В деревне Сууртаннас я жил в доме, где, кроме старых хозяев, было два сына и две дочери. Старший сын был женат и имел много детей. Из всей семьи дед, его младший сын, обе дочери и дети старшего сына говорили по-вепсски. Старуха же, перенявшая вепсский от родителей, была еще девчонкой отдана в служанки в русскую семью и почти совсем забыла вепсский, о чем поведала мне с немалой гордостью. С ее старшим сыном произошло нечто подобное: он совершенно забыл вепсский и никогда не говорил на нем. Языком домашнего общения, разумеется, был русский, которым все владели лучше, чем вепсским. Почти такое же положение было и в других домах и, как меня уверяли, в четырех остальных деревнях, где еще можно услышать вепсский. Поэтому нет ничего удивительного в том, что многие слова в языке — русского происхождения. Грамматическая форма сохранилась несколько лучше, так рама может пережить саму картину, так сохраняется скелет, когда истлеет плоть. Я не счел нужным тратить на изучение подобного языка более трех-четырех суток, пусть даже от него и была бы какая-то польза. [.. .J
Народ Сууртаннас отличался исключительной доброжелательностью и гостеприимством. Меня угощали здесь довольно вкусной крупяной похлебкой, в которую добавляют овощи и молоко, а также испеченной в печи крутой яичницей, молоком, хлебом и стряпней. Кроме того, предлагали столько поляники, земляники, морошки и черники, что имей я еще один рот и живот, и тогда бы не смог все съесть. Меня удивлял их отказ брать плату за ягоды. Единственно, когда дети несли ягоды прямо ко мне, я платил им, и то потому, что зримые монеты были детям понятнее, чем абстрактная благодарность. Хозяева также и думать не хотели ни о какой плате за еду и проживание, и мне нелегко было уговорить этих добрых людей взять хотя бы по шестьдесят копеек за сутки, тогда как в Финляндии и в России мне нередко приходилось по требованию хозяев платить вдвое больше за еду, которая была вдвое хуже той, чем меня угощали у вепсов. Мне часто припоминаются слова последнего возницы, сказанные о вепсах: «Простой народ». Насколько лучше эта простота, чем то умение жить, при котором без оплаты не выпросишь огня для трубки! [...]

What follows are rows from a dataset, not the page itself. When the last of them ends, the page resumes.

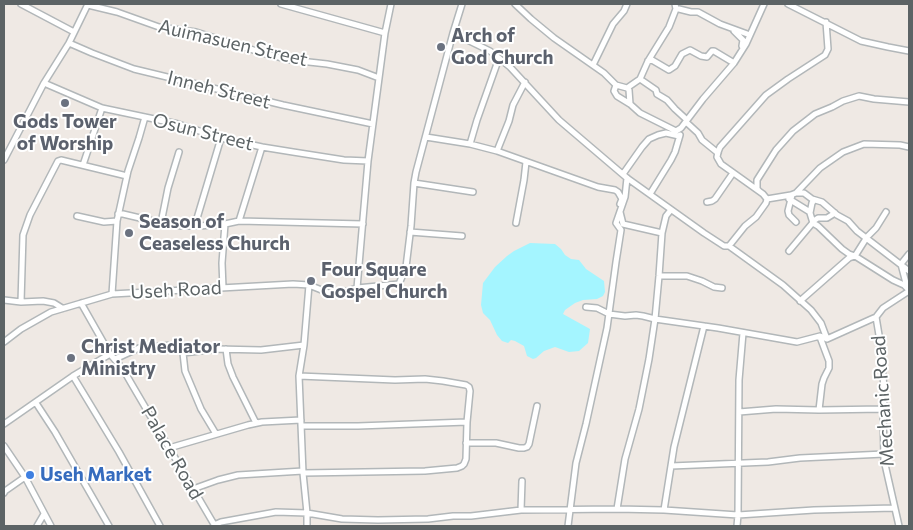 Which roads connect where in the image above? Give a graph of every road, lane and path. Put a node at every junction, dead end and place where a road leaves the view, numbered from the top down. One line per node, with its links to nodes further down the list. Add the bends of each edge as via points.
1 (21, 4): 13 (street)
2 (88, 4): 13 (street); 24 (street, Auimasuen Street, via 159,27 196,32 266,54 358,70)
3 (281, 4): 14 (street)
4 (391, 4): 14 (street)
5 (462, 4): 15 (street)
6 (515, 4): 23 (street, via 554,38)
7 (626, 4): 23 (street)
8 (764, 4): 16 (street)
9 (788, 4): 11 (street)
10 (676, 6): 12 (street, via 698,12); 21 (street, via 669,27)
11 (826, 22): 19 (street, via 861,41); 45 (street, via 828,49 825,55 766,95)
12 (731, 28): 16 (street); 18 (street, via 742,38)
13 (74, 32): 17 (street)
14 (385, 33): 24 (street)
15 (453, 33): 20 (street); 38 (street)
16 (750, 35): 18 (street)
17 (69, 42): 27 (street); 35 (street, Inneh Street, via 134,69)
18 (744, 48): 22 (street)
19 (909, 51)
20 (499, 58): 26 (street); 40 (street)
21 (648, 61): 22 (street, via 669,70 682,54 690,50 707,57 714,51); 25 (street)
22 (734, 63): 34 (street)
23 (593, 65): 28 (street)
24 (379, 78): 35 (street)
25 (640, 79): 29 (street); 34 (street)
26 (525, 82): 43 (street); 52 (street, via 559,120)
27 (44, 83): 32 (street, Osun Street); 46 (street)
28 (616, 85): 29 (street); 31 (street, via 614,91 617,96)
29 (627, 88): 31 (street)
30 (909, 102): 54 (street, via 859,96 815,114 792,131 776,150 757,180)
31 (630, 104): 36 (street, via 672,130)
32 (102, 108): 33 (street, Osun Street); 49 (street)
33 (145, 117): 39 (street, Osun Street); 51 (street)
34 (687, 121): 36 (street); 45 (street)
35 (373, 124): 47 (street)
36 (682, 128): 37 (street)
37 (679, 136): 52 (street, via 666,133 649,139); 56 (street, via 671,160)
38 (426, 137): 40 (street); 53 (street)
39 (222, 138): 41 (street, Osun Street); 76 (street)
40 (470, 144): 43 (street)
41 (262, 147): 47 (street, Osun Street); 69 (street)
42 (909, 147): 57 (street, via 864,144 843,152 820,168)
43 (496, 151): 48 (street)
44 (180, 152): 70 (street)
45 (718, 153): 50 (street, via 721,164)
46 (4, 160)
47 (368, 161): 74 (street)
48 (526, 162): 62 (street, via 615,190 622,199); 75 (street)
49 (83, 165): 51 (street); 96 (street, via 58,161 30,215 23,235)
50 (733, 173): 54 (street); 60 (street, via 715,200)
51 (127, 176): 66 (street)
52 (625, 176): 56 (street); 62 (street, via 625,197)
53 (414, 183): 55 (street); 77 (street)
54 (759, 191): 58 (street)
55 (472, 192)
56 (650, 194): 61 (street)
57 (791, 196): 58 (street); 59 (street, via 804,193); 63 (street); 71 (street, via 788,211)
58 (767, 199): 81 (street, via 756,217)
59 (814, 200): 63 (street); 65 (street, via 822,202)
60 (707, 202)
61 (668, 207): 78 (street); 81 (street, via 716,241)
62 (620, 212): 78 (street, via 623,224); 99 (street, via 616,224 621,230)
63 (810, 212): 72 (street)
64 (886, 212): 80 (street)
65 (835, 213): 72 (street); 80 (street)
66 (118, 214): 68 (street); 70 (street)
67 (77, 216): 68 (street, via 104,222)
68 (117, 221): 93 (street)
69 (239, 221): 73 (street); 74 (street)
70 (161, 222): 76 (street)
71 (796, 222)
72 (813, 222): 82 (street); 84 (street, via 842,249)
73 (225, 224): 76 (street); 89 (street)
74 (363, 224): 90 (street)
75 (516, 224)
76 (195, 226)
77 (410, 232): 79 (street); 90 (street, Useh Road, via 406,267 399,284)
78 (662, 232): 87 (street)
79 (462, 236)
80 (867, 237): 84 (street); 85 (street)
81 (729, 246): 95 (street)
82 (789, 251)
83 (909, 254): 85 (street)
84 (855, 256): 92 (street); 95 (street)
85 (901, 264): 86 (street); 92 (street)
86 (909, 271)
87 (660, 276): 91 (street, via 687,276 714,288); 101 (street)
88 (309, 285): 89 (street, Useh Road); 90 (street, Useh Road, via 334,295); 107 (street)
89 (223, 288): 93 (street, Useh Road)
90 (357, 288)
91 (722, 288)
92 (909, 290): 100 (street, Mechanic Road)
93 (112, 294): 97 (street, Useh Road)
94 (4, 300): 96 (street)
95 (800, 301): 105 (street, via 821,323)
96 (21, 302): 97 (street, via 43,301 62,308)
97 (81, 303): 106 (street, Useh Road, via 51,312); 110 (street, Palace Road)
98 (586, 307): 99 (street)
99 (609, 314): 101 (street); 138 (street, via 576,463)
100 (876, 317): 105 (street); 116 (street, Mechanic Road, via 884,388)
101 (655, 319): 102 (street); 136 (street)
102 (704, 326): 103 (street); 129 (street)
103 (743, 333): 104 (street, via 797,342); 118 (street)
104 (820, 336): 105 (street); 117 (street, via 829,368 822,384)
105 (827, 340)
106 (4, 342)
107 (304, 345): 108 (street); 113 (street)
108 (226, 350): 109 (street); 120 (street, via 233,377)
109 (183, 353): 111 (street, via 180,347 172,345 140,348); 123 (street, via 185,371)
110 (110, 354): 111 (street, Palace Road); 112 (street)
111 (115, 359): 126 (street, Palace Road)
112 (73, 376): 114 (street); 146 (street)
113 (300, 376): 119 (street, via 425,379 466,385 470,392); 121 (street)
114 (36, 403): 122 (street); 145 (street)
115 (537, 406): 124 (street, via 527,447)
116 (882, 409): 117 (street); 127 (street, Mechanic Road)
117 (819, 410): 118 (street)
118 (738, 412): 128 (street)
119 (467, 422): 121 (street, via 358,426); 124 (street)
120 (256, 423): 121 (street); 123 (street)
121 (301, 423): 130 (street)
122 (4, 424)
123 (216, 434): 126 (street)
124 (466, 443): 130 (street, via 466,460 457,468)
125 (4, 446): 131 (street)
126 (170, 448): 133 (street, Palace Road)
127 (884, 454): 128 (street); 135 (street, Mechanic Road)
128 (738, 464): 129 (street); 142 (street)
129 (671, 466): 139 (street)
130 (303, 472): 133 (street, via 238,475); 140 (street)
131 (25, 477): 134 (street); 141 (street)
132 (522, 481): 137 (street)
133 (193, 489): 147 (street, Palace Road)
134 (4, 493)
135 (894, 508): 142 (street); 151 (street, Mechanic Road)
136 (617, 509): 138 (street); 139 (street)
137 (521, 510): 138 (street); 140 (street, via 428,519 350,519)
138 (569, 510): 149 (street)
139 (664, 510): 142 (street)
140 (307, 513): 147 (street, via 276,512); 148 (street)
141 (44, 514): 143 (street); 144 (street)
142 (738, 515): 150 (street)
143 (37, 526)
144 (51, 526)
145 (109, 526)
146 (160, 526)
147 (214, 526)
148 (307, 526)
149 (568, 526)
150 (737, 526)
151 (899, 526)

Этот мирный народ, вернее его мужская часть, в понедельник 1 августа отмечала праздник в кабаке ближайшей деревни и пила там горькую до позднего вечера. Солнце уже село, и я готовился лечь спать, как вдруг услышал шум с улицы. Я выскочил на крыльцо и увидел двух схватившихся врукопашную героев. Во время кратких передышек они спорили по-русски, затем следовало несколько чисто вепсских затрещин. Женщины и дети столпились у окон и на крыльце, и с любопытством следили за дерущимися — «мужская удаль женщинам люба». Лишь одна из них плакала, должно быть, жена задиры с окровавленной щекой.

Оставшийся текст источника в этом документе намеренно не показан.